Idealizamos las cosas; lo sé. Y les solemos buscar más significados de los que en sí mismos puedan tener. Son esas ideas que navegan por los ríos tortuosos que serpentean entre barrancos de imaginación y las empinadas laderas del deseo. Pero están ahí y a mí, me han acompañado prácticamente desde la infancia.
Docenas de veces he soñado despierto con ello.
A mí me hubiera gustado nacer en el Japón rural. A principios del siglo XX. En alguna pequeña aldea campesina, ayudando a la familia a cosechar el arroz en la plana y cultivar el té en la montaña.
Hubiera tenido que aprender desde la infancia, el valor del esfuerzo y el precio personal de cada logro. Hubiera caminado kilómetros cada día, para asistir a la escuela y al final de la adolescencia, posiblemente hubiera migrado a la ciudad para estudiar alguna ciencia; posiblemente biología o medicina. Me habría casado con alguna estudiante de la universidad y habríamos formado una familia duradera, feliz y con dos o tres hijos. Muy posiblemente en Hiroshima.

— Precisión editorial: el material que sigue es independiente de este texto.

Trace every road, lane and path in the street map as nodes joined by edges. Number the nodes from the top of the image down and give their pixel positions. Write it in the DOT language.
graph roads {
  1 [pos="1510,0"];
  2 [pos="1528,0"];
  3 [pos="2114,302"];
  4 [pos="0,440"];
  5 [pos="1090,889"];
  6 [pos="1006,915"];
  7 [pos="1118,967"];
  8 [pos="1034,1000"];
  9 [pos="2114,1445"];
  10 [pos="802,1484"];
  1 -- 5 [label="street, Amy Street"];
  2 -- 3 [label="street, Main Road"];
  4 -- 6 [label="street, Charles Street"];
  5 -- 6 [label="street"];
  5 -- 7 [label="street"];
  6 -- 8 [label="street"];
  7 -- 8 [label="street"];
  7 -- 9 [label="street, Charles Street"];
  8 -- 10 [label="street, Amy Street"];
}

No me cave la menor duda de que estaría afiliado a algún movimiento disidente con la divinidad del emperador, y habría hecho lo imposible por evitar el ejército.
Hubiera sufrido con el ascenso del militarismo y el auge del ultranacionalismo. Sin duda hubiera estado muy preocupado con la invasión de Manchuria y aún peor con los hechos de Pearl-Harbor y la guerra mundial, la llamada guerra del Pacífico. Todos sabemos como se sufre por los hijos.
Pero una luz cegadora y un calor inmenso, apagan para siempre esos sufrimientos, una soleada mañana de un 6 de agosto, después de una calurosa y húmeda noche de verano, desintegrando los cuerpos de los míos y desapareciendo al instante.
Un final contundente para un sueño lúcido.